(Entries taken from a collection)
┄┄┄┄┄┄

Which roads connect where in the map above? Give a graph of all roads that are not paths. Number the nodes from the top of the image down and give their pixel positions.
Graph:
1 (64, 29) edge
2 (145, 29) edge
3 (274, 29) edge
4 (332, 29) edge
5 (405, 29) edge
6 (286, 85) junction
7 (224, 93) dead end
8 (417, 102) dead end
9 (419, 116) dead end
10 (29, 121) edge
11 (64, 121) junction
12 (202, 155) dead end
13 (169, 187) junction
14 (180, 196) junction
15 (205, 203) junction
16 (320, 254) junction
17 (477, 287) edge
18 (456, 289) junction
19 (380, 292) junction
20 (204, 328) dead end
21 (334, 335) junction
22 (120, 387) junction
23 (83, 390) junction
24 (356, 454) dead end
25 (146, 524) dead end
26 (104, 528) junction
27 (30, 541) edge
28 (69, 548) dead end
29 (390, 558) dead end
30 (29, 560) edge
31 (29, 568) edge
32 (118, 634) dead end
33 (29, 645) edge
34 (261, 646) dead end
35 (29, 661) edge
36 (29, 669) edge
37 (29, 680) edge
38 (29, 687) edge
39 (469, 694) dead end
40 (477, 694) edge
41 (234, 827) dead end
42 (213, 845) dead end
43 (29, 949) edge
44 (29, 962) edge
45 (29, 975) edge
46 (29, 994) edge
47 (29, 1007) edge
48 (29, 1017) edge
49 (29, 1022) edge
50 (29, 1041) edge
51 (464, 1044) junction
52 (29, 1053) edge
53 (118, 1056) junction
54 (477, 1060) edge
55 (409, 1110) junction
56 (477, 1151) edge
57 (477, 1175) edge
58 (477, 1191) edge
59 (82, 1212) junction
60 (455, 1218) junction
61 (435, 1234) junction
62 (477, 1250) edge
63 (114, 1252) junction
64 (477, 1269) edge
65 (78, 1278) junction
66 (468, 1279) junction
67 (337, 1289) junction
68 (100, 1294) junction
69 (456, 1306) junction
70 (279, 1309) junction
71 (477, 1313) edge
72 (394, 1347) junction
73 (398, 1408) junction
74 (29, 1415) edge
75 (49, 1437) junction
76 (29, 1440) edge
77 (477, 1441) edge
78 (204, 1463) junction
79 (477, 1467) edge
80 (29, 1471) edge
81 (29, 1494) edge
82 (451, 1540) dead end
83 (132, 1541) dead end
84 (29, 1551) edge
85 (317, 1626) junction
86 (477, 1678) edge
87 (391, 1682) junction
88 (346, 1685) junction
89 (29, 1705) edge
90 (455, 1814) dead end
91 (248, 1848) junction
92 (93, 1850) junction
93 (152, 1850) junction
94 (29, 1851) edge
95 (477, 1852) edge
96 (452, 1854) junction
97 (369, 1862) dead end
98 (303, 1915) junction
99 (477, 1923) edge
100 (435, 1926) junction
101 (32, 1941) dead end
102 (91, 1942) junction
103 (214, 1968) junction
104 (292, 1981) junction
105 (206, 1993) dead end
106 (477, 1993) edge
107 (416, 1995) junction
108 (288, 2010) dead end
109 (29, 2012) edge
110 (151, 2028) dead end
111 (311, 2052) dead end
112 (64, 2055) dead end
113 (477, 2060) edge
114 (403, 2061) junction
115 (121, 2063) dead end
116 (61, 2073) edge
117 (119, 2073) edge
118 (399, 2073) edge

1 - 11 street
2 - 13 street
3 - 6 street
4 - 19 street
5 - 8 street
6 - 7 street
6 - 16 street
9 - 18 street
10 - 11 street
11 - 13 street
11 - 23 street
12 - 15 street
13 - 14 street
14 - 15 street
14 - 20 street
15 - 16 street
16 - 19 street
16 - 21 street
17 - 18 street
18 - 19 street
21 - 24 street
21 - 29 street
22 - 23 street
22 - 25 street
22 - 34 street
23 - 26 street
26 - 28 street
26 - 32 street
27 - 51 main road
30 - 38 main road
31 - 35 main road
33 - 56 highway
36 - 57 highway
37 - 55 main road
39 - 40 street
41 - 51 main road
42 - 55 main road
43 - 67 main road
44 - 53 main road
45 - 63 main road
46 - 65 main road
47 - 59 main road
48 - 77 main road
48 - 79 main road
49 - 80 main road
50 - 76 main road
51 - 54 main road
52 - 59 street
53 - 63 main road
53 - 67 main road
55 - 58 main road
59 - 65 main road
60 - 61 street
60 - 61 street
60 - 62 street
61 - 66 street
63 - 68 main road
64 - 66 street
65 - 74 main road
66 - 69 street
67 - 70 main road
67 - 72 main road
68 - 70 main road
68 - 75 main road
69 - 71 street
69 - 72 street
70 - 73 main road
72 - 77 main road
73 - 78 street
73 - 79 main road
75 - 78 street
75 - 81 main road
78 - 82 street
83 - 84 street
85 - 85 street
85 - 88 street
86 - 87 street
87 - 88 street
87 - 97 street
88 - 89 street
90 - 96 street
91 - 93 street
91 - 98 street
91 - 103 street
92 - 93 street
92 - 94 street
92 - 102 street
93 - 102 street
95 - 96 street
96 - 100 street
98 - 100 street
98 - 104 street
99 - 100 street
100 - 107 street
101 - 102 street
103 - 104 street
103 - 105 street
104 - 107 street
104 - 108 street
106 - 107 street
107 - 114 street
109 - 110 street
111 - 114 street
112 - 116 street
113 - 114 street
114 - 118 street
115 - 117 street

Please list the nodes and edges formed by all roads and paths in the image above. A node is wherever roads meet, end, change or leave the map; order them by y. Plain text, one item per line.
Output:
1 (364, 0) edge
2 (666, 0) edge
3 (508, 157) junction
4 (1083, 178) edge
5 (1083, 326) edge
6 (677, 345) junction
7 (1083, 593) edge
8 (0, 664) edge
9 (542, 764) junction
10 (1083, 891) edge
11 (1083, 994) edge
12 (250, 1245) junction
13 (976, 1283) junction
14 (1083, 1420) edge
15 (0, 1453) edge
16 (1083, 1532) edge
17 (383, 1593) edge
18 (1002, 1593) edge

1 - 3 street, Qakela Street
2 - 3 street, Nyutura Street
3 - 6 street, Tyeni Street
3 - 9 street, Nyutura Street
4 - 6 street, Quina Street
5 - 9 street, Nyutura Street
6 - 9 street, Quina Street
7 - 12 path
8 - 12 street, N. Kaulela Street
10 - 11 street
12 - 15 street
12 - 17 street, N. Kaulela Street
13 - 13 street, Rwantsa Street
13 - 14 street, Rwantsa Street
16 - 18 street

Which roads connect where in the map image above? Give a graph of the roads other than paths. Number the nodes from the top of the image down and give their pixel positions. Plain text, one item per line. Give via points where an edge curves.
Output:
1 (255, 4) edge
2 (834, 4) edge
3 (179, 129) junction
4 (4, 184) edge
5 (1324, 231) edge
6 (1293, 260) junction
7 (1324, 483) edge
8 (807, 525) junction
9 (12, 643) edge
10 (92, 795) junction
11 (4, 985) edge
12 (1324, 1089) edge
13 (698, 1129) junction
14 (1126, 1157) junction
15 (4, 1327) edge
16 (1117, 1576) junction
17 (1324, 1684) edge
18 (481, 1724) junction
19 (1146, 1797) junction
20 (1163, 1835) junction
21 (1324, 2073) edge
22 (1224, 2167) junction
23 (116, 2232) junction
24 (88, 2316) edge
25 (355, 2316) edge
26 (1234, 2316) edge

┄┄┄┄┄┄

WORK INSTRUCTION: Exact duplication of all the data above is expected.

REPLY TO THE EXERCISE:
Which roads connect where in the map above? Give a graph of all roads that are not paths. Number the nodes from the top of the image down and give their pixel positions.
Graph:
1 (64, 29) edge
2 (145, 29) edge
3 (274, 29) edge
4 (332, 29) edge
5 (405, 29) edge
6 (286, 85) junction
7 (224, 93) dead end
8 (417, 102) dead end
9 (419, 116) dead end
10 (29, 121) edge
11 (64, 121) junction
12 (202, 155) dead end
13 (169, 187) junction
14 (180, 196) junction
15 (205, 203) junction
16 (320, 254) junction
17 (477, 287) edge
18 (456, 289) junction
19 (380, 292) junction
20 (204, 328) dead end
21 (334, 335) junction
22 (120, 387) junction
23 (83, 390) junction
24 (356, 454) dead end
25 (146, 524) dead end
26 (104, 528) junction
27 (30, 541) edge
28 (69, 548) dead end
29 (390, 558) dead end
30 (29, 560) edge
31 (29, 568) edge
32 (118, 634) dead end
33 (29, 645) edge
34 (261, 646) dead end
35 (29, 661) edge
36 (29, 669) edge
37 (29, 680) edge
38 (29, 687) edge
39 (469, 694) dead end
40 (477, 694) edge
41 (234, 827) dead end
42 (213, 845) dead end
43 (29, 949) edge
44 (29, 962) edge
45 (29, 975) edge
46 (29, 994) edge
47 (29, 1007) edge
48 (29, 1017) edge
49 (29, 1022) edge
50 (29, 1041) edge
51 (464, 1044) junction
52 (29, 1053) edge
53 (118, 1056) junction
54 (477, 1060) edge
55 (409, 1110) junction
56 (477, 1151) edge
57 (477, 1175) edge
58 (477, 1191) edge
59 (82, 1212) junction
60 (455, 1218) junction
61 (435, 1234) junction
62 (477, 1250) edge
63 (114, 1252) junction
64 (477, 1269) edge
65 (78, 1278) junction
66 (468, 1279) junction
67 (337, 1289) junction
68 (100, 1294) junction
69 (456, 1306) junction
70 (279, 1309) junction
71 (477, 1313) edge
72 (394, 1347) junction
73 (398, 1408) junction
74 (29, 1415) edge
75 (49, 1437) junction
76 (29, 1440) edge
77 (477, 1441) edge
78 (204, 1463) junction
79 (477, 1467) edge
80 (29, 1471) edge
81 (29, 1494) edge
82 (451, 1540) dead end
83 (132, 1541) dead end
84 (29, 1551) edge
85 (317, 1626) junction
86 (477, 1678) edge
87 (391, 1682) junction
88 (346, 1685) junction
89 (29, 1705) edge
90 (455, 1814) dead end
91 (248, 1848) junction
92 (93, 1850) junction
93 (152, 1850) junction
94 (29, 1851) edge
95 (477, 1852) edge
96 (452, 1854) junction
97 (369, 1862) dead end
98 (303, 1915) junction
99 (477, 1923) edge
100 (435, 1926) junction
101 (32, 1941) dead end
102 (91, 1942) junction
103 (214, 1968) junction
104 (292, 1981) junction
105 (206, 1993) dead end
106 (477, 1993) edge
107 (416, 1995) junction
108 (288, 2010) dead end
109 (29, 2012) edge
110 (151, 2028) dead end
111 (311, 2052) dead end
112 (64, 2055) dead end
113 (477, 2060) edge
114 (403, 2061) junction
115 (121, 2063) dead end
116 (61, 2073) edge
117 (119, 2073) edge
118 (399, 2073) edge

1 - 11 street
2 - 13 street
3 - 6 street
4 - 19 street
5 - 8 street
6 - 7 street
6 - 16 street
9 - 18 street
10 - 11 street
11 - 13 street
11 - 23 street
12 - 15 street
13 - 14 street
14 - 15 street
14 - 20 street
15 - 16 street
16 - 19 street
16 - 21 street
17 - 18 street
18 - 19 street
21 - 24 street
21 - 29 street
22 - 23 street
22 - 25 street
22 - 34 street
23 - 26 street
26 - 28 street
26 - 32 street
27 - 51 main road
30 - 38 main road
31 - 35 main road
33 - 56 highway
36 - 57 highway
37 - 55 main road
39 - 40 street
41 - 51 main road
42 - 55 main road
43 - 67 main road
44 - 53 main road
45 - 63 main road
46 - 65 main road
47 - 59 main road
48 - 77 main road
48 - 79 main road
49 - 80 main road
50 - 76 main road
51 - 54 main road
52 - 59 street
53 - 63 main road
53 - 67 main road
55 - 58 main road
59 - 65 main road
60 - 61 street
60 - 61 street
60 - 62 street
61 - 66 street
63 - 68 main road
64 - 66 street
65 - 74 main road
66 - 69 street
67 - 70 main road
67 - 72 main road
68 - 70 main road
68 - 75 main road
69 - 71 street
69 - 72 street
70 - 73 main road
72 - 77 main road
73 - 78 street
73 - 79 main road
75 - 78 street
75 - 81 main road
78 - 82 street
83 - 84 street
85 - 85 street
85 - 88 street
86 - 87 street
87 - 88 street
87 - 97 street
88 - 89 street
90 - 96 street
91 - 93 street
91 - 98 street
91 - 103 street
92 - 93 street
92 - 94 street
92 - 102 street
93 - 102 street
95 - 96 street
96 - 100 street
98 - 100 street
98 - 104 street
99 - 100 street
100 - 107 street
101 - 102 street
103 - 104 street
103 - 105 street
104 - 107 street
104 - 108 street
106 - 107 street
107 - 114 street
109 - 110 street
111 - 114 street
112 - 116 street
113 - 114 street
114 - 118 street
115 - 117 street

Please list the nodes and edges formed by all roads and paths in the image above. A node is wherever roads meet, end, change or leave the map; order them by y. Plain text, one item per line.
Output:
1 (364, 0) edge
2 (666, 0) edge
3 (508, 157) junction
4 (1083, 178) edge
5 (1083, 326) edge
6 (677, 345) junction
7 (1083, 593) edge
8 (0, 664) edge
9 (542, 764) junction
10 (1083, 891) edge
11 (1083, 994) edge
12 (250, 1245) junction
13 (976, 1283) junction
14 (1083, 1420) edge
15 (0, 1453) edge
16 (1083, 1532) edge
17 (383, 1593) edge
18 (1002, 1593) edge

1 - 3 street, Qakela Street
2 - 3 street, Nyutura Street
3 - 6 street, Tyeni Street
3 - 9 street, Nyutura Street
4 - 6 street, Quina Street
5 - 9 street, Nyutura Street
6 - 9 street, Quina Street
7 - 12 path
8 - 12 street, N. Kaulela Street
10 - 11 street
12 - 15 street
12 - 17 street, N. Kaulela Street
13 - 13 street, Rwantsa Street
13 - 14 street, Rwantsa Street
16 - 18 street

Which roads connect where in the map image above? Give a graph of the roads other than paths. Number the nodes from the top of the image down and give their pixel positions. Plain text, one item per line. Give via points where an edge curves.
Output:
1 (255, 4) edge
2 (834, 4) edge
3 (179, 129) junction
4 (4, 184) edge
5 (1324, 231) edge
6 (1293, 260) junction
7 (1324, 483) edge
8 (807, 525) junction
9 (12, 643) edge
10 (92, 795) junction
11 (4, 985) edge
12 (1324, 1089) edge
13 (698, 1129) junction
14 (1126, 1157) junction
15 (4, 1327) edge
16 (1117, 1576) junction
17 (1324, 1684) edge
18 (481, 1724) junction
19 (1146, 1797) junction
20 (1163, 1835) junction
21 (1324, 2073) edge
22 (1224, 2167) junction
23 (116, 2232) junction
24 (88, 2316) edge
25 (355, 2316) edge
26 (1234, 2316) edge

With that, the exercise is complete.